The question is whether Toronto has enough money to entice Marner, a local product from Thornhill, Ont., away from exploring his options. He was their team-leader in points the last two seasons after all, and in 2018-19 set career-highs in points (94), goals (26) and assists (68), playing for the first time on a line centred by John Tavares.

Dreger reported on Tuesday that Toronto’s offer would have to be “aggressive” to get a deal done with Marner by July 1, something in the $11 million per season range, pushing him past Patrick Kane as the highest paid winger in the NHL. At this point, the Leafs have just $8.8 million currently available on the cap for next season, and could add another $4.5 million to that if they trade Zaitsev (although whatever players Toronto received in return would eat into that amount). 
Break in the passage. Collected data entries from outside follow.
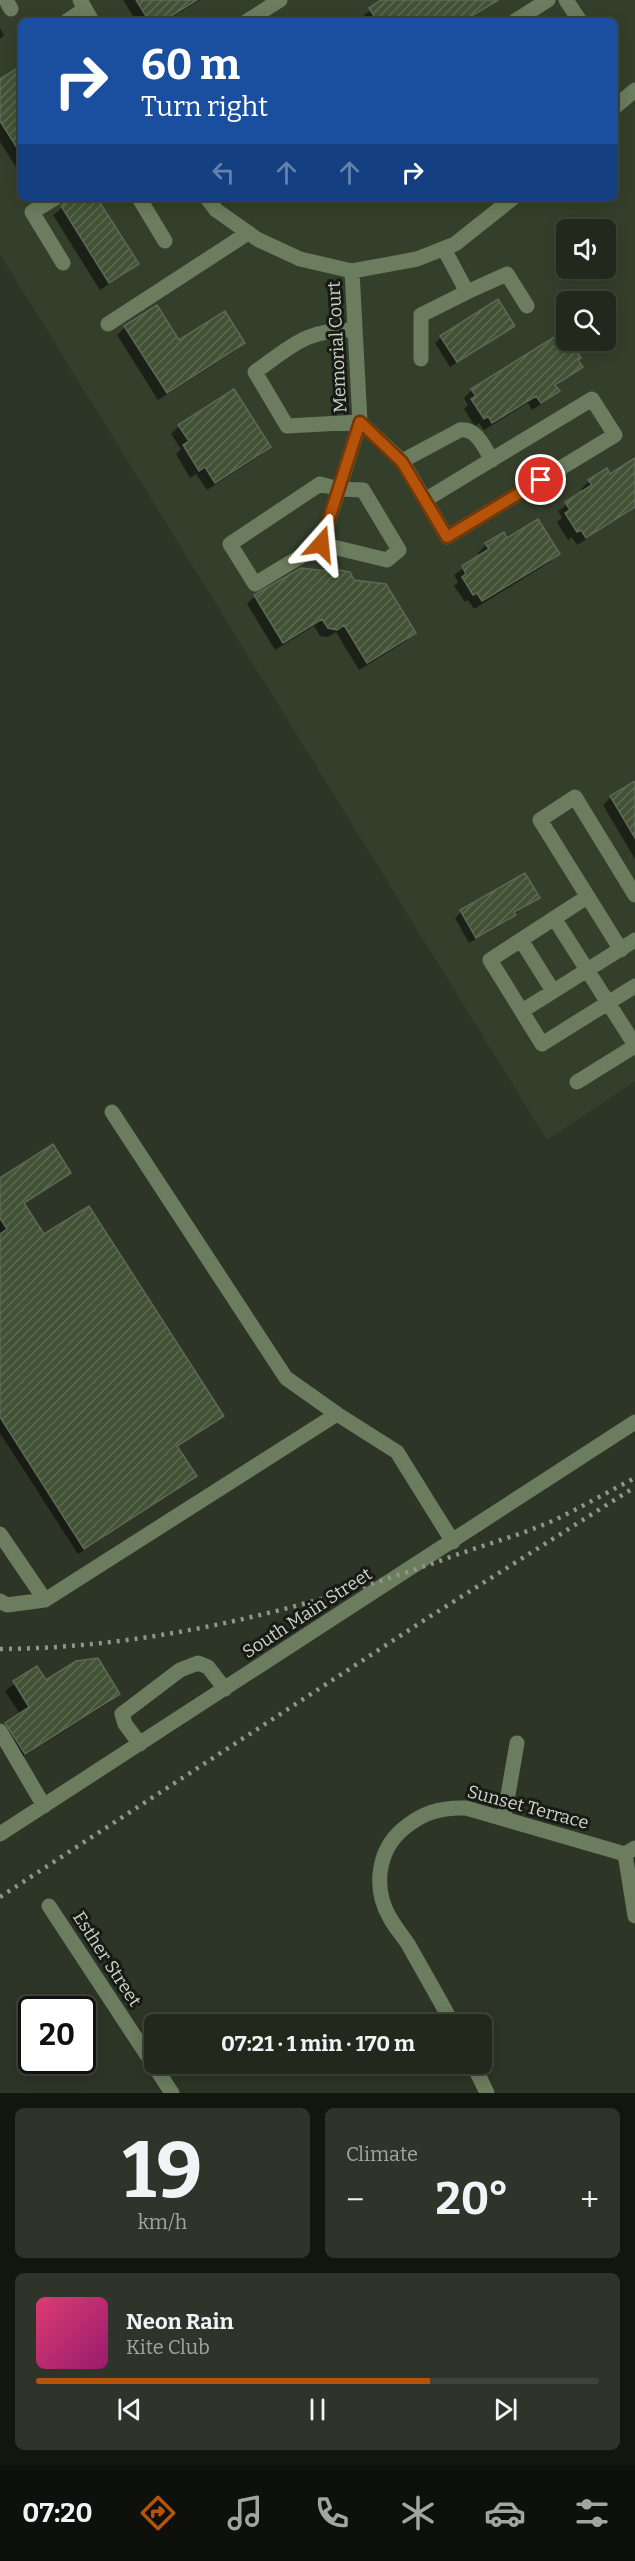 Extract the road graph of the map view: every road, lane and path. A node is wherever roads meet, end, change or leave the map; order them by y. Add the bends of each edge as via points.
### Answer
1 (280, 0) edge
2 (548, 0) edge
3 (566, 0) edge
4 (86, 10) edge
5 (72, 18) edge
6 (252, 18) edge
7 (520, 18) edge
8 (578, 18) edge
9 (635, 90) edge
10 (618, 104) edge
11 (50, 201) edge
12 (141, 201) edge
13 (209, 201) edge
14 (509, 201) edge
15 (248, 232) junction
16 (165, 241) dead end
17 (444, 249) junction
18 (63, 263) dead end
19 (352, 271) junction
20 (467, 292) junction
21 (527, 306) dead end
22 (108, 324) dead end
23 (355, 330) junction
24 (421, 359) dead end
25 (360, 422) junction
26 (492, 460) junction
27 (402, 462) junction
28 (339, 489) junction
29 (425, 500) junction
30 (321, 544) junction
31 (635, 894) edge
32 (588, 897) junction
33 (555, 918) junction
34 (521, 940) junction
35 (635, 940) edge
36 (621, 950) junction
37 (587, 970) junction
38 (635, 986) edge
39 (553, 991) junction
40 (608, 1003) junction
41 (522, 1011) junction
42 (635, 1045) edge
43 (577, 1082) dead end
44 (112, 1112) dead end
45 (337, 1414) junction
46 (635, 1422) edge
47 (0, 1534) edge
48 (453, 1542) junction
49 (45, 1600) junction
50 (0, 1601) edge
51 (225, 1689) junction
52 (0, 1731) edge
53 (517, 1743) dead end
54 (140, 1744) junction
55 (44, 1806) junction
56 (504, 1818) junction
57 (0, 1834) edge
58 (630, 1851) edge
59 (50, 1906) dead end
60 (635, 1916) edge
61 (447, 2014) edge
62 (478, 2074) edge
63 (172, 2093) edge
64 (487, 2093) edge

1 - 6 street
2 - 7 street
3 - 8 street
4 - 5 street
9 - 10 street
11 - 18 street via 32,212
12 - 16 street
13 - 15 street
14 - 17 street
15 - 19 street via 300,259
15 - 22 street
17 - 19 street via 417,259
17 - 20 street
19 - 23 street, Memorial Court
20 - 21 street via 507,274
20 - 24 street via 421,315
23 - 25 street, Memorial Court
23 - 25 street via 329,330 302,339 255,372 287,426
25 - 27 street
25 - 28 street
26 - 27 street via 475,433 468,429
26 - 29 street
26 - 29 street via 592,399 615,435 447,537
27 - 29 street
28 - 30 street
28 - 30 street via 363,490 399,550 387,560
28 - 30 street via 320,484 230,544 255,584
31 - 32 street via 575,798 540,820
32 - 33 street
32 - 36 street
33 - 34 street
33 - 37 street
34 - 39 street
34 - 41 street via 490,960
35 - 36 street
36 - 37 street
37 - 39 street
37 - 40 street
38 - 40 street
39 - 41 street
40 - 41 street via 542,1044
40 - 42 street
42 - 43 street
44 - 45 street via 286,1378
45 - 48 street via 397,1452
45 - 49 street
46 - 48 street, South Main Street
47 - 49 street
48 - 51 street, South Main Street
49 - 50 street via 7,1605
51 - 54 street, South Main Street
51 - 54 street via 208,1667 198,1662 180,1670 122,1714
52 - 55 street
53 - 56 street
54 - 55 street, South Main Street
55 - 57 street, South Main Street
56 - 58 street, Sunset Terrace
56 - 61 street, Sunset Terrace via 466,1808 448,1808 415,1819 397,1834 378,1872 389,1917
58 - 60 street
59 - 63 street, Esther Street
62 - 64 street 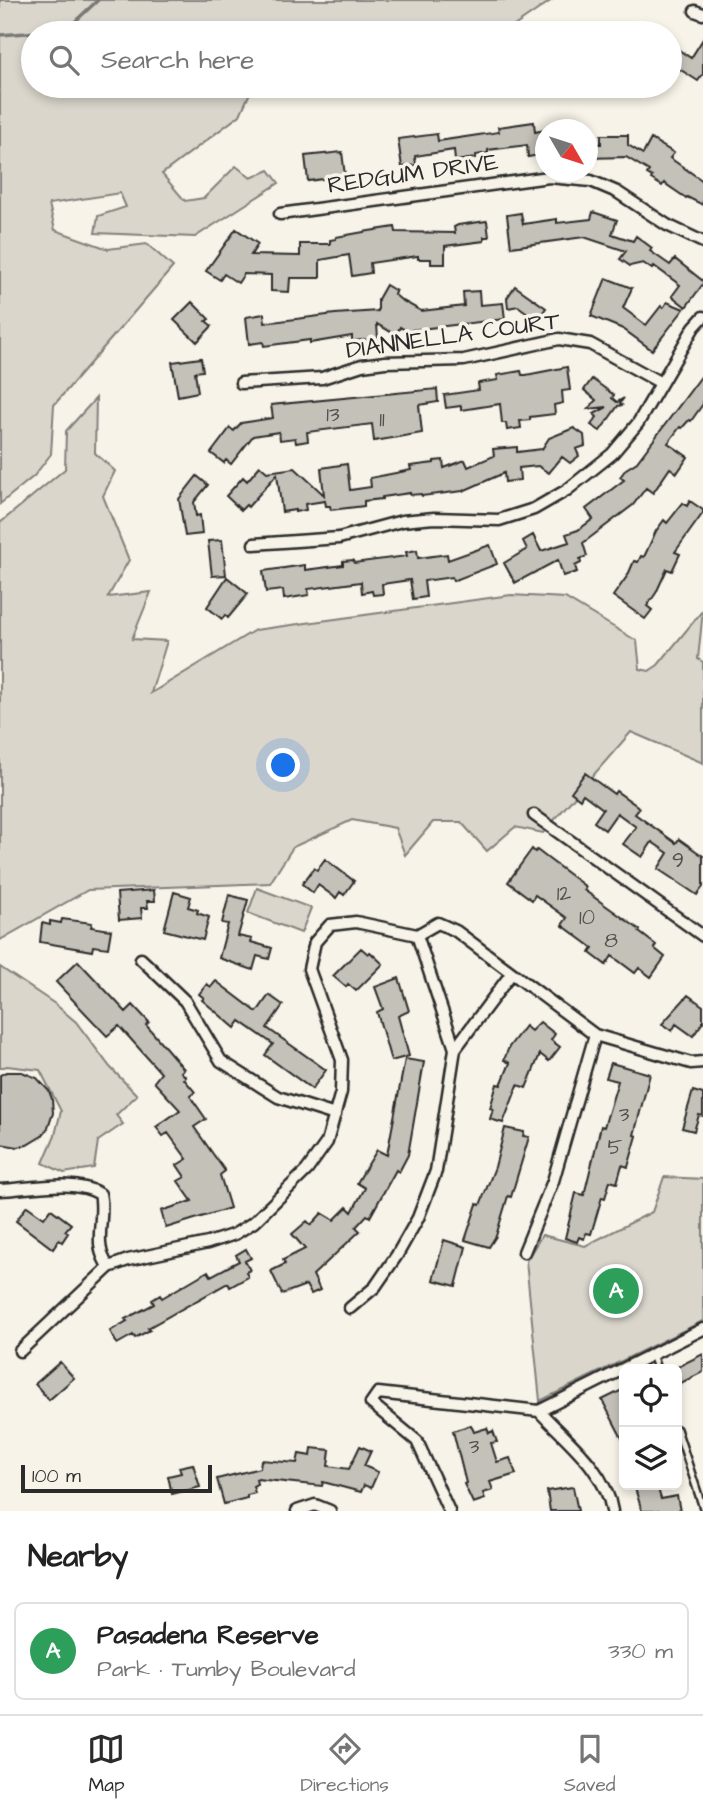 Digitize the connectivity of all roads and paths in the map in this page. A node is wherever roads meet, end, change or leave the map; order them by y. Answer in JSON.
{"nodes":[{"id":1,"x":280,"y":214,"type":"dead end"},
{"id":2,"x":703,"y":242,"type":"edge"},
{"id":3,"x":703,"y":317,"type":"edge"},
{"id":4,"x":241,"y":383,"type":"dead end"},
{"id":5,"x":661,"y":383,"type":"junction"},
{"id":6,"x":254,"y":544,"type":"dead end"},
{"id":7,"x":534,"y":816,"type":"dead end"},
{"id":8,"x":417,"y":936,"type":"junction"},
{"id":9,"x":703,"y":936,"type":"edge"},
{"id":10,"x":141,"y":959,"type":"dead end"},
{"id":11,"x":511,"y":974,"type":"junction"},
{"id":12,"x":595,"y":1035,"type":"junction"},
{"id":13,"x":455,"y":1049,"type":"junction"},
{"id":14,"x":703,"y":1062,"type":"edge"},
{"id":15,"x":335,"y":1115,"type":"junction"},
{"id":16,"x":0,"y":1191,"type":"edge"},
{"id":17,"x":524,"y":1252,"type":"dead end"},
{"id":18,"x":108,"y":1267,"type":"junction"},
{"id":19,"x":350,"y":1308,"type":"dead end"},
{"id":20,"x":703,"y":1329,"type":"edge"},
{"id":21,"x":20,"y":1351,"type":"dead end"},
{"id":22,"x":652,"y":1354,"type":"junction"},
{"id":23,"x":655,"y":1364,"type":"edge"},
{"id":24,"x":539,"y":1411,"type":"junction"},
{"id":25,"x":682,"y":1444,"type":"edge"},
{"id":26,"x":703,"y":1508,"type":"edge"},
{"id":27,"x":297,"y":1511,"type":"edge"},
{"id":28,"x":330,"y":1511,"type":"edge"},
{"id":29,"x":449,"y":1511,"type":"edge"},
{"id":30,"x":612,"y":1511,"type":"edge"}],
"edges":[{"from":1,"to":2,"type":"street","name":"REDGUM DRIVE"},
{"from":3,"to":5,"type":"street"},
{"from":4,"to":5,"type":"street","name":"DIANNELLA COURT"},
{"from":5,"to":6,"type":"street"},
{"from":7,"to":9,"type":"street"},
{"from":8,"to":11,"type":"street"},
{"from":8,"to":13,"type":"street"},
{"from":8,"to":15,"type":"street"},
{"from":10,"to":15,"type":"street"},
{"from":11,"to":12,"type":"street"},
{"from":11,"to":13,"type":"street"},
{"from":12,"to":14,"type":"street"},
{"from":12,"to":17,"type":"street"},
{"from":13,"to":19,"type":"street"},
{"from":15,"to":18,"type":"street"},
{"from":16,"to":18,"type":"street"},
{"from":18,"to":21,"type":"street"},
{"from":20,"to":22,"type":"street"},
{"from":22,"to":23,"type":"lane"},
{"from":22,"to":24,"type":"street"},
{"from":24,"to":29,"type":"street"},
{"from":24,"to":30,"type":"street"},
{"from":25,"to":26,"type":"lane"},
{"from":27,"to":28,"type":"street"}]}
Even if a market-setting payout to Marner isn’t one the Leafs can execute, Dubas wouldn’t want his talented forward to be perceived as greedy as this process continues.

“Mitch is a wonderful person and a player, great energy and enthusiasm,” he said. “I’ve told him and I’ve told Darren, he’s the type of player – him, Auston, Morgan [Rielly] – they’re the types of guys that should play their whole career here and roll on. I think that’s what the dream is when you’re with a franchise; you want those players to play their whole careers, especially when they’re core parts of it. And then the rest is history.”

While Dubas remains committed as ever to finding a solution with Marner, he has changed his tune since the end of the season. At that stage, Dubas said the Leafs wouldn’t be finalizing other contracts until Marner’s was complete. But he sees now it’s not realistic to simply stop everything, whether that’s signing other pending RFAs Kasperi Kapanen and Andreas Johnsson or eventually accommodating Zaitsev’s desire to find a new home.

“We can’t hold up the whole operation of our team, either, right?” Dubas said of working with Marner’s camp. “We can’t stop trying to improve our team because one of the three free-agent situations is slow. We’d like to get them all done. At the same time, I don’t think it’s fair to the remainder of the players on the team for us to put everything on hold when we can be trying to improve the club.

“The market has kind of [dictated] where everyone fits in and it’s just trying to work around the edge of that to come to conclusions.”